A Venise, tandis que se tient, sous la direction de Ralph Rugoff, une Biennale bouillonnante, très prospective et contemporaine -même si elle n’est pas toujours convaincante-, une autre exposition a lieu, qui en est un peu le contrepoint, sur le plan du calme et de la sérénité. Il s’agit de Luogo e Segni, qui est présentée à la Punta della Dogana (Pointe de la Douane), un des deux espaces de la Collection Pinault, sous le commissariat de Martin Bethenod et de Mouna Mekouar. Elle prend son titre d’une très belle œuvre de Carol Rama, qui signifie « Lieu et Signes » et qui est traversée dans le sens de la largeur par une bande de pellicule noire, qui est la trace d’on ne sait quel événement. Car c’est la mémoire qui est ici en jeu, mémoire des lieux, des villes comme Beyrouth, New York, Rio de Janeiro, Sarajavo, mais aussi du musée lui-même, avec des œuvres emblématiques des précédentes expositions de la Collection Pinault.

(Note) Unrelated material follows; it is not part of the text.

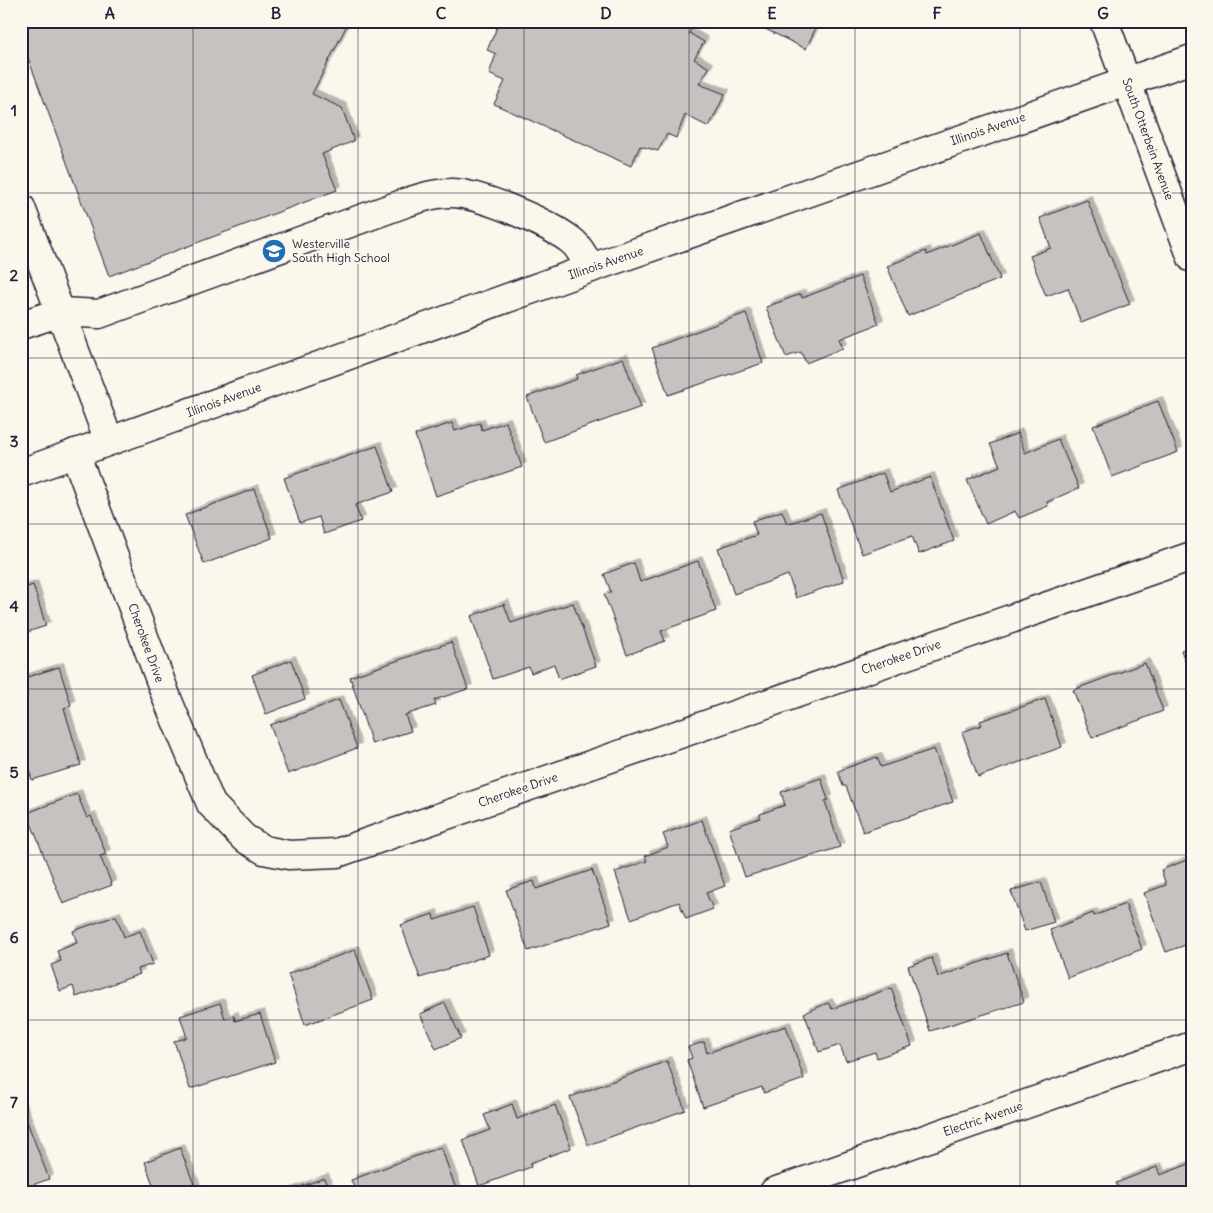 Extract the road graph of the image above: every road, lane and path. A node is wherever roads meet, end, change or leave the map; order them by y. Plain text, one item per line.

A ce thème de la mémoire s’en superpose un autre : celui de la poésie d’Etel Adnan, cette artiste à la fois plasticienne et poète qui a eu une reconnaissance tardive et qui est aujourd’hui une figure incontestée du monde de l’art (cf http://larepubliquedelart.com/le-savoir-faire-et-le-coeur/). « En écho à sa poésie, qui s’attache à évoquer le caractère apparemment insaisissable des éléments naturels, l’exposition met en scène les variations climatiques et atmosphériques qui traversent Punta della Dogana : le clair et l’obscur, la lumière et ses éclats, le vent et la mer, les sons et les effluves », nous disent les deux commissaires. Le paradoxe, c’est qu’aucune poésie de l’artiste n’est à disposition dans l’exposition, seul un poème est lu en anglais par Bob Wilson, dans une salle qui réunit aussi des sculptures de Simone Fattal (respectivement un ami proche et la compagne d’Etel Adnan). Et c’est donc à la seule bonne foi des commissaires qu’il faut se fier, d’autant qu’aucun cartel explicatif n’accompagne les œuvres ou les met en relation (mais un livret est distribué à l’entrée qui donne les explications). On peut trouver cela élitiste ou un peu faible sur un plan conceptuel, mais qu’importe, car l’exposition est superbe, élégante, intelligente et bien accrochée.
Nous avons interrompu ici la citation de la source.